## EXTRACTED MATERIAL:
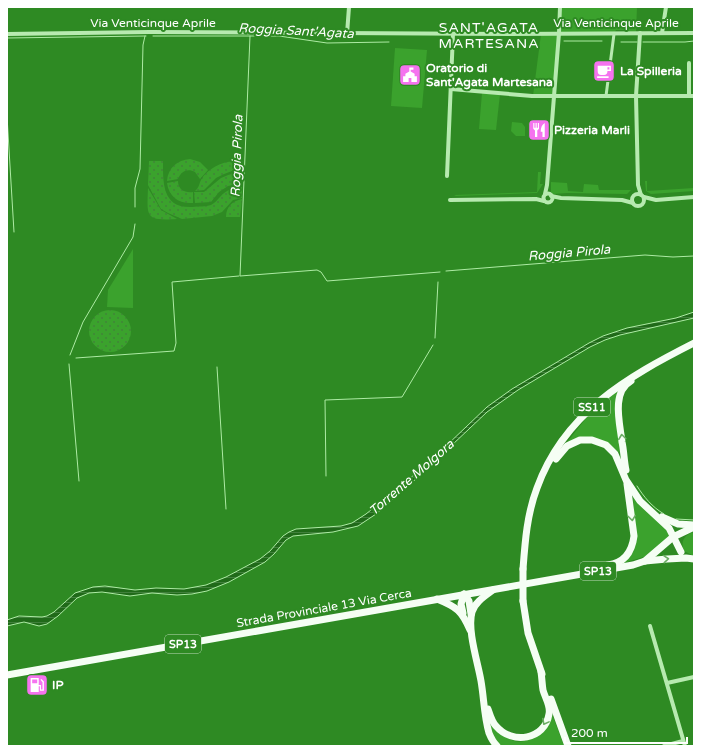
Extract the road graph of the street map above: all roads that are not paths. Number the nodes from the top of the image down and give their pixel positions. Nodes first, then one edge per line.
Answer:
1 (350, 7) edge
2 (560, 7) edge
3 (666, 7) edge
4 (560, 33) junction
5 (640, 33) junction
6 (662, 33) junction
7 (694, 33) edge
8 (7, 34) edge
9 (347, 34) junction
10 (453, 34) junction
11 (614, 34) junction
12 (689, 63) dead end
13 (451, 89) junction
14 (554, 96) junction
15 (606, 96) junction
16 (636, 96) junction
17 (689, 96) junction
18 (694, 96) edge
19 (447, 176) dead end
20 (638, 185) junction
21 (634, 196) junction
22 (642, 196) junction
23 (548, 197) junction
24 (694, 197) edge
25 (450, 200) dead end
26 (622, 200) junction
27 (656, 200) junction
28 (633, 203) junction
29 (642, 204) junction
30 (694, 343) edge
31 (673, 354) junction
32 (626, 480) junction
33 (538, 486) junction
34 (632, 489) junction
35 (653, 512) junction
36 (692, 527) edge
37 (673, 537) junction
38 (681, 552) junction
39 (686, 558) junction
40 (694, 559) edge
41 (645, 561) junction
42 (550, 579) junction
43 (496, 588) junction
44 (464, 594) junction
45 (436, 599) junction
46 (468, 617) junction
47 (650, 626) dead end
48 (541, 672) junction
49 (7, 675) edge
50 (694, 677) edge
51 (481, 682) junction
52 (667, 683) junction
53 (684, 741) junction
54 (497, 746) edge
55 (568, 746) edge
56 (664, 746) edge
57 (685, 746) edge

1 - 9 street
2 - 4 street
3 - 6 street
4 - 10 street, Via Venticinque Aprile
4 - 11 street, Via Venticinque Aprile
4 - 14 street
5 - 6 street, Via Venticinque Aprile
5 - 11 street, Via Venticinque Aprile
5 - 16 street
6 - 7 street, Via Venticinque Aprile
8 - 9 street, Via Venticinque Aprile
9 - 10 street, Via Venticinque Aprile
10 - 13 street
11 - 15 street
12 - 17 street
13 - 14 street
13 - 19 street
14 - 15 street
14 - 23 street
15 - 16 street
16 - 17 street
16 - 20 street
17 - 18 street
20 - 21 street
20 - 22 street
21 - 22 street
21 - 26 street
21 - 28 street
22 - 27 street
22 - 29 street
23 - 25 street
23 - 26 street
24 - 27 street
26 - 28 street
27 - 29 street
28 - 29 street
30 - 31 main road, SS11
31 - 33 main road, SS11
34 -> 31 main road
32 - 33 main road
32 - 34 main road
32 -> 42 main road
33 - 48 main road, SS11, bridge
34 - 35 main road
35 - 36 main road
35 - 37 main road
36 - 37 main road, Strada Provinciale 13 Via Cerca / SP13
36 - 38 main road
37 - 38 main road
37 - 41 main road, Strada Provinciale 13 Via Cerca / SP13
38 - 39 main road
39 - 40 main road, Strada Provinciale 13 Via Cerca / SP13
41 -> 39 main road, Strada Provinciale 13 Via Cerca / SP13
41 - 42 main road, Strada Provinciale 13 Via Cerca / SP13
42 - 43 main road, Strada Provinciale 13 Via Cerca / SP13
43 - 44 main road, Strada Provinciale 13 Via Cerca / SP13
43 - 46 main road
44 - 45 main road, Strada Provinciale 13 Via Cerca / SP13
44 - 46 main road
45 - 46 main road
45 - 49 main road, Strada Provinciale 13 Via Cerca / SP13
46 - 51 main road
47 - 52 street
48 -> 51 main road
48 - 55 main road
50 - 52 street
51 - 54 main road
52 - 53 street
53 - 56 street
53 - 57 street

## PROBLEM TO SOLVE:
The records above are to be transcribed word for word. Skip the images.

## ANSWER:
Extract the road graph of the street map above: all roads that are not paths. Number the nodes from the top of the image down and give their pixel positions. Nodes first, then one edge per line.
Answer:
1 (350, 7) edge
2 (560, 7) edge
3 (666, 7) edge
4 (560, 33) junction
5 (640, 33) junction
6 (662, 33) junction
7 (694, 33) edge
8 (7, 34) edge
9 (347, 34) junction
10 (453, 34) junction
11 (614, 34) junction
12 (689, 63) dead end
13 (451, 89) junction
14 (554, 96) junction
15 (606, 96) junction
16 (636, 96) junction
17 (689, 96) junction
18 (694, 96) edge
19 (447, 176) dead end
20 (638, 185) junction
21 (634, 196) junction
22 (642, 196) junction
23 (548, 197) junction
24 (694, 197) edge
25 (450, 200) dead end
26 (622, 200) junction
27 (656, 200) junction
28 (633, 203) junction
29 (642, 204) junction
30 (694, 343) edge
31 (673, 354) junction
32 (626, 480) junction
33 (538, 486) junction
34 (632, 489) junction
35 (653, 512) junction
36 (692, 527) edge
37 (673, 537) junction
38 (681, 552) junction
39 (686, 558) junction
40 (694, 559) edge
41 (645, 561) junction
42 (550, 579) junction
43 (496, 588) junction
44 (464, 594) junction
45 (436, 599) junction
46 (468, 617) junction
47 (650, 626) dead end
48 (541, 672) junction
49 (7, 675) edge
50 (694, 677) edge
51 (481, 682) junction
52 (667, 683) junction
53 (684, 741) junction
54 (497, 746) edge
55 (568, 746) edge
56 (664, 746) edge
57 (685, 746) edge

1 - 9 street
2 - 4 street
3 - 6 street
4 - 10 street, Via Venticinque Aprile
4 - 11 street, Via Venticinque Aprile
4 - 14 street
5 - 6 street, Via Venticinque Aprile
5 - 11 street, Via Venticinque Aprile
5 - 16 street
6 - 7 street, Via Venticinque Aprile
8 - 9 street, Via Venticinque Aprile
9 - 10 street, Via Venticinque Aprile
10 - 13 street
11 - 15 street
12 - 17 street
13 - 14 street
13 - 19 street
14 - 15 street
14 - 23 street
15 - 16 street
16 - 17 street
16 - 20 street
17 - 18 street
20 - 21 street
20 - 22 street
21 - 22 street
21 - 26 street
21 - 28 street
22 - 27 street
22 - 29 street
23 - 25 street
23 - 26 street
24 - 27 street
26 - 28 street
27 - 29 street
28 - 29 street
30 - 31 main road, SS11
31 - 33 main road, SS11
34 -> 31 main road
32 - 33 main road
32 - 34 main road
32 -> 42 main road
33 - 48 main road, SS11, bridge
34 - 35 main road
35 - 36 main road
35 - 37 main road
36 - 37 main road, Strada Provinciale 13 Via Cerca / SP13
36 - 38 main road
37 - 38 main road
37 - 41 main road, Strada Provinciale 13 Via Cerca / SP13
38 - 39 main road
39 - 40 main road, Strada Provinciale 13 Via Cerca / SP13
41 -> 39 main road, Strada Provinciale 13 Via Cerca / SP13
41 - 42 main road, Strada Provinciale 13 Via Cerca / SP13
42 - 43 main road, Strada Provinciale 13 Via Cerca / SP13
43 - 44 main road, Strada Provinciale 13 Via Cerca / SP13
43 - 46 main road
44 - 45 main road, Strada Provinciale 13 Via Cerca / SP13
44 - 46 main road
45 - 46 main road
45 - 49 main road, Strada Provinciale 13 Via Cerca / SP13
46 - 51 main road
47 - 52 street
48 -> 51 main road
48 - 55 main road
50 - 52 street
51 - 54 main road
52 - 53 street
53 - 56 street
53 - 57 street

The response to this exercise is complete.